In the animal kingdom, membrane transport systems for Pi are key elements in maintaining Pi homeostasis in the organisms. Two Na+-Pi cotransporter families are well described in their functional and structural properties for mammalians (16). Pi absorption in the small intestines of monogastric animals is mainly achieved by a secondary active Na+-coupled Pi cotransporter located in the brush-border membrane of enterocytes. This apical Pi transport is stimulated by dietary P restriction and calcitriol (3). In ruminants, the mechanism of intestinal Pi transport is obviously more complex than in monogastric species. In the duodenum of sheep, an Na+-independent, proton-driven Pi transport has been described (13). Destruction of the inwardly directed H+ gradient into duodenal brush-border membrane vesicles (BBMV) inhibited Pi uptake, suggesting the presence of an H+-Pi cotransport system. On the other hand, for sheep and goat jejunum, an Na+-dependent Pi transport system has been reported (14, 15).

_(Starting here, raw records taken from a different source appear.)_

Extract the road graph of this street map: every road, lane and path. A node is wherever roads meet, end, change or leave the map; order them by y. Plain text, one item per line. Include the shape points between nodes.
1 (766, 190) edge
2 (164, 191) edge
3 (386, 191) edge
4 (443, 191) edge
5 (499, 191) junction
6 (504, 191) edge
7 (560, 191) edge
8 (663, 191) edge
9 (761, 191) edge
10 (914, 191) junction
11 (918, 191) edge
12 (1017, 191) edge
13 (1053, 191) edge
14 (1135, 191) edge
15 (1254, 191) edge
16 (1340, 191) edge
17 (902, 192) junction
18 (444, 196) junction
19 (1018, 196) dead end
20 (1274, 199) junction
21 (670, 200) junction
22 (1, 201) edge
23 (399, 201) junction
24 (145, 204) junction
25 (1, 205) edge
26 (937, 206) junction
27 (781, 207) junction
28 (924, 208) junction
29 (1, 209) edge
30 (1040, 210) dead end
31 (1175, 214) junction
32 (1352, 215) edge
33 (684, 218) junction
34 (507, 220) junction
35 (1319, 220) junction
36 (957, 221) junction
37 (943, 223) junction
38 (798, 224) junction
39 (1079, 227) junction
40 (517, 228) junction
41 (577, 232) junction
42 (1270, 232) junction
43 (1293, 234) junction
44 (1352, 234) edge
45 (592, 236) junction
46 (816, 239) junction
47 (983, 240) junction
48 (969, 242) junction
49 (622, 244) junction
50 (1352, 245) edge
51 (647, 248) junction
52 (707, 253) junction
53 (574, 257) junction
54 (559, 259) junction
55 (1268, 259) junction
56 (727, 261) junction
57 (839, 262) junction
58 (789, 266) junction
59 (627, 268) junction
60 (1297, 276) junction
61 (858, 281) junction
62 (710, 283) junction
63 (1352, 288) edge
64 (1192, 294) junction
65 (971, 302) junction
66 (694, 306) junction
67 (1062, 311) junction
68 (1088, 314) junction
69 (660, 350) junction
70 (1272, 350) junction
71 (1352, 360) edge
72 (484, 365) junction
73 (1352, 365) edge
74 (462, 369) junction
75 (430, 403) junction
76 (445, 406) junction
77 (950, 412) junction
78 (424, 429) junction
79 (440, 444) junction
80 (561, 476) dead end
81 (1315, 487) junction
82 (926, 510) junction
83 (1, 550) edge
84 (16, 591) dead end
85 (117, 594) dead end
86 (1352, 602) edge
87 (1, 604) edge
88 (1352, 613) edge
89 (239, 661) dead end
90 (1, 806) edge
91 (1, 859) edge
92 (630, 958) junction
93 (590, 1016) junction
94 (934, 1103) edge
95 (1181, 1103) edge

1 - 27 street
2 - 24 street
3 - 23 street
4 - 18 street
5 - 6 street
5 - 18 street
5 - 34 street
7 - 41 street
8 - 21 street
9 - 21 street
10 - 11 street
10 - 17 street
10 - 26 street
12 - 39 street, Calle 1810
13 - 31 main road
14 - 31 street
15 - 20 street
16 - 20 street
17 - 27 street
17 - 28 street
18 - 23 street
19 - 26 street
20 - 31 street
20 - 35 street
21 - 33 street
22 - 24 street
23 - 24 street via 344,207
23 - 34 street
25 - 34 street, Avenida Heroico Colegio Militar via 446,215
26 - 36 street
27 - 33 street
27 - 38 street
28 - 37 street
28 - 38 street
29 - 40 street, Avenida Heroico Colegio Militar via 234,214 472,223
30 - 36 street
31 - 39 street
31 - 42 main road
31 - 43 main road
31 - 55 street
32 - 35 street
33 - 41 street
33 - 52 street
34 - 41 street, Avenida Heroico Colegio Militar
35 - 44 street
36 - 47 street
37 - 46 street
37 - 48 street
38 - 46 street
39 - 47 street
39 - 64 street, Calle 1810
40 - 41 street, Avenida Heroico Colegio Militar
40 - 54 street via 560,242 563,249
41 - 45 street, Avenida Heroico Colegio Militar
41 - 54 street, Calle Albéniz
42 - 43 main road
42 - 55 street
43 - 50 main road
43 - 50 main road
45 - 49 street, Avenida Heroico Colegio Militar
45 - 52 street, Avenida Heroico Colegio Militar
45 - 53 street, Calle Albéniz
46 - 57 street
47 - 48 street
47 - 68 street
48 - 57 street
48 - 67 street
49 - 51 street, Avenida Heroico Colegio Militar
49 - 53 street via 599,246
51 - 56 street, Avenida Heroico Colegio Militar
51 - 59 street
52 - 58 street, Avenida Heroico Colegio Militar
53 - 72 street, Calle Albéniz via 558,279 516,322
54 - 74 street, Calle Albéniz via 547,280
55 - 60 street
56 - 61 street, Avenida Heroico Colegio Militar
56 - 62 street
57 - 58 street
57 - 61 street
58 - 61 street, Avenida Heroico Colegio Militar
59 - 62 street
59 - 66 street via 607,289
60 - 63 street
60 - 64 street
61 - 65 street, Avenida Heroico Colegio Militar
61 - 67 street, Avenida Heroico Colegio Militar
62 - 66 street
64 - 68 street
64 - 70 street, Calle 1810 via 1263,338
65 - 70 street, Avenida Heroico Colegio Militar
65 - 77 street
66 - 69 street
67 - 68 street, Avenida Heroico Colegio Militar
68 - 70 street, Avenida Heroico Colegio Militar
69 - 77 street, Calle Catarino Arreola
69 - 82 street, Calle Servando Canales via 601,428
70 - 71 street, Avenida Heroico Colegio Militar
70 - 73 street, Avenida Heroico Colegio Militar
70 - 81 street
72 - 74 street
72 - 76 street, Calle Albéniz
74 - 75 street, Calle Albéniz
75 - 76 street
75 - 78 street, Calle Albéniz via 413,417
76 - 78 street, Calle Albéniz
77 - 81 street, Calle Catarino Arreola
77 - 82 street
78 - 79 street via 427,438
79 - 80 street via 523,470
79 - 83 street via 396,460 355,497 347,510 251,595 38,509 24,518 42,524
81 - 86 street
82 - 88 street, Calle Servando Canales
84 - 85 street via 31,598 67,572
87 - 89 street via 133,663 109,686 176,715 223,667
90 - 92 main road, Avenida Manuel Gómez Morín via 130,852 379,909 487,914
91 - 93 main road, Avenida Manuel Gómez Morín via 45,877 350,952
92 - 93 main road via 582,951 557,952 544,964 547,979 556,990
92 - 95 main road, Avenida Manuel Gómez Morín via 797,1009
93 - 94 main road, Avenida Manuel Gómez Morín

Stoichiometry of this Na+-Pi transport suggested an interaction of two or more Na ions with one inorganic P ion at pH 7.4. The structural identification of the jejunal Na+-Pi transporter in goats was achieved by RT-PCR cloning (5) with primers homologous to the NaPi IIb nucleotide sequence cloned from mouse duodenum (4). In the jejunum of goats, an Na+-Pi cotransporter of type IIb was expressed with high homology to murine intestinal NaPi IIb, because mouse-specific NaPi IIb antibody was able to detect goat NaPi IIb protein in jejunal brush-border membranes (5). Goat transporter affinity for Pi (Km 0.03 ± 0.08 mM) was in the same range as that described for murine NaPi IIb (Km 0.05 mM), but the affinity for Na+ was quite different: Km 5.9 ± 0.7 mM in goat NaPi IIb and ~30 mM in mouse NaPi IIb. The higher sodium affinity of goat NaPi IIb can partly explain the higher Pi absorption capacity in goat jejunum compared with that of monogastric animals.
From these functional and structural studies it can be assumed that Pi transport in goat jejunum is almost completely Na+ dependent, but it is still unclear to what extent this Na+-dependent transport is mediated by NaPi IIb cotransporters.
Low dietary P significantly increased the Pi transport capacity in goat and sheep small intestines in both the H+-Pi transport system in the duodenum (13) as well as the Na+-Pi transport system in the jejunum (15). The upregulation of Na+-Pi cotransport in monogastric animals was based on an increase in the specific NaPi IIb protein without increasing amounts of NaPi IIb mRNA, indicating a posttranscriptional process for adaptation to dietary P restriction (3).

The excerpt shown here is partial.